I have a birthday next week and I as I sit here contemplating the anniversary of my birth one thing is painfully clear… I’m not near as excited about July 31st as I use to be.
As a child the weeks before my birthday seemed to take forever as I sat in my room for hours with the big Sears catalog open and magic marker circling all the things on my wish list. I’d go grocery shopping with my mom and run to the bakery of the local Safeway to stare intently at all the different themed birthday cakes with my face pressed right against the glass, dreaming about how fun the party was going to be. With a summer birthday I usually got to have a sleep over and nothing was better than a bunch of my best buddies staying up all night telling scary stories. And God forbid you be the first one to fall asleep, the old “dip the fingers in warm water trick” always came into play.
Hitting the early part of the mid forties has brought a few changes. Instead of the Sears catalog, my wish list is now a brochure for a cruise I’d like to take in October. Five days sailing around the Caribbean sitting on my tushie in a deck chair, sleeping in all the way to 8:30 with no kids to wake me up. Instead of birthday cakes I stare intently at big, flat screen TV’s as I walk up and down the aisle of Best Buy trying to figure out how I can convince my wife that we really need another one. Scary stories have been replaced by an annual physical and nervously awaiting the “test results” to make sure everything is still working right, so far so good praise God.

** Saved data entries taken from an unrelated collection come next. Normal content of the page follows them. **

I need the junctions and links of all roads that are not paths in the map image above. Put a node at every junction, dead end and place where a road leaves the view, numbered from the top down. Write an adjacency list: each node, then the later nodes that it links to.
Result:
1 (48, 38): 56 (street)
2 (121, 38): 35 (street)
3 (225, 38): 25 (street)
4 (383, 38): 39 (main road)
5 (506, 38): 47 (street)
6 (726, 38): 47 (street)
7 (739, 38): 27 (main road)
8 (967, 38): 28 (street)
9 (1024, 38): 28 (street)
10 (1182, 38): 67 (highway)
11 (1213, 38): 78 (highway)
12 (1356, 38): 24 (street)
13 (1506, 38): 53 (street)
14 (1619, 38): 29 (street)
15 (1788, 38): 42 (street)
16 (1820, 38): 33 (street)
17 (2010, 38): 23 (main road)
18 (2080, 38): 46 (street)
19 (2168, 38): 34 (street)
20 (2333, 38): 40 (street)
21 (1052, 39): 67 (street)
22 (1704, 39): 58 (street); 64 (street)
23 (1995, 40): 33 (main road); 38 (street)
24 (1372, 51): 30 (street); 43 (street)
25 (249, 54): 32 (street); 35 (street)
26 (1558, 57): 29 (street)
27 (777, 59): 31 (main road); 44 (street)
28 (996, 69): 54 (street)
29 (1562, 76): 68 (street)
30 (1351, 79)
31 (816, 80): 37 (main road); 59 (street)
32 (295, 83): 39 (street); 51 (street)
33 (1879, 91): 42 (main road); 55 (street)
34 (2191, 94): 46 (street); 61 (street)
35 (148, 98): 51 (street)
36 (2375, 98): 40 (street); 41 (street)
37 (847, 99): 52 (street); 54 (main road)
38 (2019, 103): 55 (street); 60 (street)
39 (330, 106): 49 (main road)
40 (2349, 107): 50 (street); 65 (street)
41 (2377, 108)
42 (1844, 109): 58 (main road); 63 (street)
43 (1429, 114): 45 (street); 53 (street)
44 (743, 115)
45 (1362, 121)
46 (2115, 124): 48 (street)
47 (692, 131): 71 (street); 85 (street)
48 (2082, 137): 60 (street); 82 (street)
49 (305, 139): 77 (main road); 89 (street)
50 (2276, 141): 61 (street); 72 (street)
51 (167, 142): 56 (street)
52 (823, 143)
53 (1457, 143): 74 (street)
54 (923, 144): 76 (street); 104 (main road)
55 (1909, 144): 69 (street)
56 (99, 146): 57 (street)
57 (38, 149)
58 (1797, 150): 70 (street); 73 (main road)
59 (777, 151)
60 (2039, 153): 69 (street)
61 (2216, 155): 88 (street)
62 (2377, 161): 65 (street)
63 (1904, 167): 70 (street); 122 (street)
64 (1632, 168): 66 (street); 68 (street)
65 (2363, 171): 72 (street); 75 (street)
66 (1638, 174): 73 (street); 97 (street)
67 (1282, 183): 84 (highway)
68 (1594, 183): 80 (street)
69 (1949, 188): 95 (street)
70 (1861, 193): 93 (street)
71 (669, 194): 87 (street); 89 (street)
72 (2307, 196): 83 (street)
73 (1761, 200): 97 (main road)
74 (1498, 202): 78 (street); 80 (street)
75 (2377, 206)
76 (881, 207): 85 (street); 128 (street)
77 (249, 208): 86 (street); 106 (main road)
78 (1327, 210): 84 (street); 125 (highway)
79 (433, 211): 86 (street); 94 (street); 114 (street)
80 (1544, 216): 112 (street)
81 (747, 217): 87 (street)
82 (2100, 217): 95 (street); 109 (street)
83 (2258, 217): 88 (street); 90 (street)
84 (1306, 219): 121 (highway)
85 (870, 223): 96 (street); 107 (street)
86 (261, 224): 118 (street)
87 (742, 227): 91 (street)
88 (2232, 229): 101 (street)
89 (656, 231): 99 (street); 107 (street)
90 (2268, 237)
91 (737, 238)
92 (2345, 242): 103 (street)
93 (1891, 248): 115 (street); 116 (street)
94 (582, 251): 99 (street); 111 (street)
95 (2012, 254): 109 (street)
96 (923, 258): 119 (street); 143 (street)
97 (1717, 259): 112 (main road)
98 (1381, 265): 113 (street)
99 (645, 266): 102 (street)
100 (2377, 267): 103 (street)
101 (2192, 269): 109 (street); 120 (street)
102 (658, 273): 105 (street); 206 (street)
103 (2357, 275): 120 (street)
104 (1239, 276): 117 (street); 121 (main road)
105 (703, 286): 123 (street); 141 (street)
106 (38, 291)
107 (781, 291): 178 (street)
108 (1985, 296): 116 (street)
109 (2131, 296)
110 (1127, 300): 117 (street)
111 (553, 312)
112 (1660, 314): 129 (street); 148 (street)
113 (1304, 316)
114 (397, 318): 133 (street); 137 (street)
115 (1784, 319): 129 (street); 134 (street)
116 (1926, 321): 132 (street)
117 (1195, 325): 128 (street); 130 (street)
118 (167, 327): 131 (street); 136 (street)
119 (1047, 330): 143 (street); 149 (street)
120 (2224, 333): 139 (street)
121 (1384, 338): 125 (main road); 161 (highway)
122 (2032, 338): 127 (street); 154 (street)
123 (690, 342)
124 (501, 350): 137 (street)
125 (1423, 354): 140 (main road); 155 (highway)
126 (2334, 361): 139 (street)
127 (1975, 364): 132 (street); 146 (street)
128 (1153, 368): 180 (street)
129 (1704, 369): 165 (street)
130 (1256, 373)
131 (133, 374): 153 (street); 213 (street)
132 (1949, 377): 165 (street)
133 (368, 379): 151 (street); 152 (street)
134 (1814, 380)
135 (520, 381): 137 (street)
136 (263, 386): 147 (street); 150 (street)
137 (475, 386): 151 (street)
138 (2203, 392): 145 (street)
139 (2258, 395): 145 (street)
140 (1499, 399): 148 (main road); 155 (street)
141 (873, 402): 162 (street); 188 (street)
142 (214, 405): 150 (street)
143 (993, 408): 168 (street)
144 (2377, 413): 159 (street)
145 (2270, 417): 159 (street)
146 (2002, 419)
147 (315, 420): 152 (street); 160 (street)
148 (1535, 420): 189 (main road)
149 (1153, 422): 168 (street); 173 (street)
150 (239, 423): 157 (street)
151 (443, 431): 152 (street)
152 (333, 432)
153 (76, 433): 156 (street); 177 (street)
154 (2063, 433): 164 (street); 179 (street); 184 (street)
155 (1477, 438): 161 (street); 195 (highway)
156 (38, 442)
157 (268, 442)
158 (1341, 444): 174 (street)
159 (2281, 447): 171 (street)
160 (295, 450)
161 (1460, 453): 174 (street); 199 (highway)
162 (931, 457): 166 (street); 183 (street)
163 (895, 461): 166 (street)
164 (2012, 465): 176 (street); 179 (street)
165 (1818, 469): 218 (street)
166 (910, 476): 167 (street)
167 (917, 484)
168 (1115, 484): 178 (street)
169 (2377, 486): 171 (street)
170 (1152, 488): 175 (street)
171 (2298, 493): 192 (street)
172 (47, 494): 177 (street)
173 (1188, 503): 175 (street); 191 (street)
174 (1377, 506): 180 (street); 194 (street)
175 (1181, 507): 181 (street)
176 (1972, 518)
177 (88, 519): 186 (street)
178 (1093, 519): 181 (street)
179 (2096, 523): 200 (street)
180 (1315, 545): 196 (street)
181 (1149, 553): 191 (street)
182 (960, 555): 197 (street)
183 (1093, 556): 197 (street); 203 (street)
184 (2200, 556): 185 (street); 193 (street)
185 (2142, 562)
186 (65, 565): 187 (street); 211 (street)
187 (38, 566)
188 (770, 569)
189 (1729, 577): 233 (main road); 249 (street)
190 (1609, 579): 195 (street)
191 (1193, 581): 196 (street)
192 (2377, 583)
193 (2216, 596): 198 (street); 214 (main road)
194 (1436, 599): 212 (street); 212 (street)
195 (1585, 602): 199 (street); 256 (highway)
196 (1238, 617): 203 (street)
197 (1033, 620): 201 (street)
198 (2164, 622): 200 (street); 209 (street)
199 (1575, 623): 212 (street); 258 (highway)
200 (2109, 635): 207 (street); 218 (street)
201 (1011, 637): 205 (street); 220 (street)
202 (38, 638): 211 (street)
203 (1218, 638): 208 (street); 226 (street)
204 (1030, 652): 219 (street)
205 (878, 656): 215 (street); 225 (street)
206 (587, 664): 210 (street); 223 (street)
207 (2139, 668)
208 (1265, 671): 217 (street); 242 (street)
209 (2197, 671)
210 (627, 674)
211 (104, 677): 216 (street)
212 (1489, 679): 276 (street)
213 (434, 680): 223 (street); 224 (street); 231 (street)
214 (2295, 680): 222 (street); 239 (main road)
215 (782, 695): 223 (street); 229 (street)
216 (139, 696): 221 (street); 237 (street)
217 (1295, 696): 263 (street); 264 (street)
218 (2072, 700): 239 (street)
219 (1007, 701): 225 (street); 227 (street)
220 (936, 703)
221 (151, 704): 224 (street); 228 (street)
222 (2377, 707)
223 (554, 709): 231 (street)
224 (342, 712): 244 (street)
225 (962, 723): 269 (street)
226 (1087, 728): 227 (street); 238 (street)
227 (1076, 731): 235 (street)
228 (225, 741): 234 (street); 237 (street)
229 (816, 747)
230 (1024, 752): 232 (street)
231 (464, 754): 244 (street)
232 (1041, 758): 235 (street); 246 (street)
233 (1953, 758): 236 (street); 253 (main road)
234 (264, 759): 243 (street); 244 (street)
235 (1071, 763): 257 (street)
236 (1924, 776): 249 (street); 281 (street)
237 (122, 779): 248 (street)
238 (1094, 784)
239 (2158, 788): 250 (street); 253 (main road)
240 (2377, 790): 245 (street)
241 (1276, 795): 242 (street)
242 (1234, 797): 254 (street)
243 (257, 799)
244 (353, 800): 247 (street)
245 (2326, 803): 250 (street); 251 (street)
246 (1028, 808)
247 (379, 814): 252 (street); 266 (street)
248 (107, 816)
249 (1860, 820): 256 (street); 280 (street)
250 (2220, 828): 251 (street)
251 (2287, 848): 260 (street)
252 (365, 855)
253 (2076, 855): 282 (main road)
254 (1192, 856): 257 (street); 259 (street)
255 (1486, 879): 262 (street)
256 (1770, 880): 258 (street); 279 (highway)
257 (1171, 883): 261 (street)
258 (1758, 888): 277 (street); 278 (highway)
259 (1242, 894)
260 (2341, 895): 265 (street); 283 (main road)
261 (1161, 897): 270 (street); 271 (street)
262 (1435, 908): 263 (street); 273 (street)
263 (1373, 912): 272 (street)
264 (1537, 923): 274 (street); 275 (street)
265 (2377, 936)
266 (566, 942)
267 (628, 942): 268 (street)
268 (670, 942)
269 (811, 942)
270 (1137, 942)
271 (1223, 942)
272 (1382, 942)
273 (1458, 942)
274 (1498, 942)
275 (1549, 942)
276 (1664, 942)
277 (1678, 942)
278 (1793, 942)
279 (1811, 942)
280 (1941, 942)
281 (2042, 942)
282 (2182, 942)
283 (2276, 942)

Instead of the old excitement the birthday brought on, it’s now just a reminder that I ain’t getting any younger. And as I mull over that, I’m reminded of what Paul said and it makes a lot more sense as I add another year…
... Though our outer self is wasting away, our inner self is being renewed day by day. For this light momentary affliction is preparing for us an eternal weight of glory beyond all comparison, as we look not to the things that are seen but to the things that are unseen. For the things that are seen are transient, but the things that are unseen are eternal.
2 Corinthians 4:16-19
Yes we do get older and the physical body diminishes, but our spiritual muscles are constantly being rejuvenated and restored. If we want them to be…
If I go water skiing for an afternoon I’m going to be sore for a few days. If I share the love of Christ and what He’s done for me with someone else I feel fantastic for a lot longer. I feel closer to God and understand who He is in my life and His character more than I did a year ago. I’m able to take that and express it in ways that other people understand with a greater ease than I use to. Talking openly with others about Jesus is just as comfortable to me as talking about the weather since I really began to concentrate and focus on knowing Him better. And that takes hours and hours with a highlighter in a Bible, not a magic marker in the Sears catalog.
But as we get older even hard-core, Bible thumpin’ Christians can become stagnant in their spiritual lives. We can become so wrapped up in what we think we know that we forget to remember what’s important. Jesus had some advice for a group of people in Ephesus when they were having the same problem:
Remember therefore from where you have fallen; repent, and do the works you did at first.
Revelation 2: 5a
My biggest failing as I mature spiritually is to remember that repentance is not something I use to do but something I must keep on doing. Lustful thoughts, a little stretch of the truth or failing to truly forgive are just as filthy and unacceptable to God as the “really bad” things I did before I was saved. I get so wrapped up in the Ministry that I’m doing for God, that I forget to make sure that my path to Him is clear and uncluttered by un-confessed sin.
"Sin, regardless of how insignificant I may feel it is, is still a barrier between Him and me"
Our access to God’s throne room is not decided with a set of scales weighing the good we’ve done against the bad. The only way we can see God for who he is and fully realize His love and the true power of the blood of Christ is through a repentant heart. You don’t need a church or a priest or anything else to get real with God, you can do it right now right here. Open your heart to Him and get caught up on coming clean, you’ll be glad you did and He’s been waiting!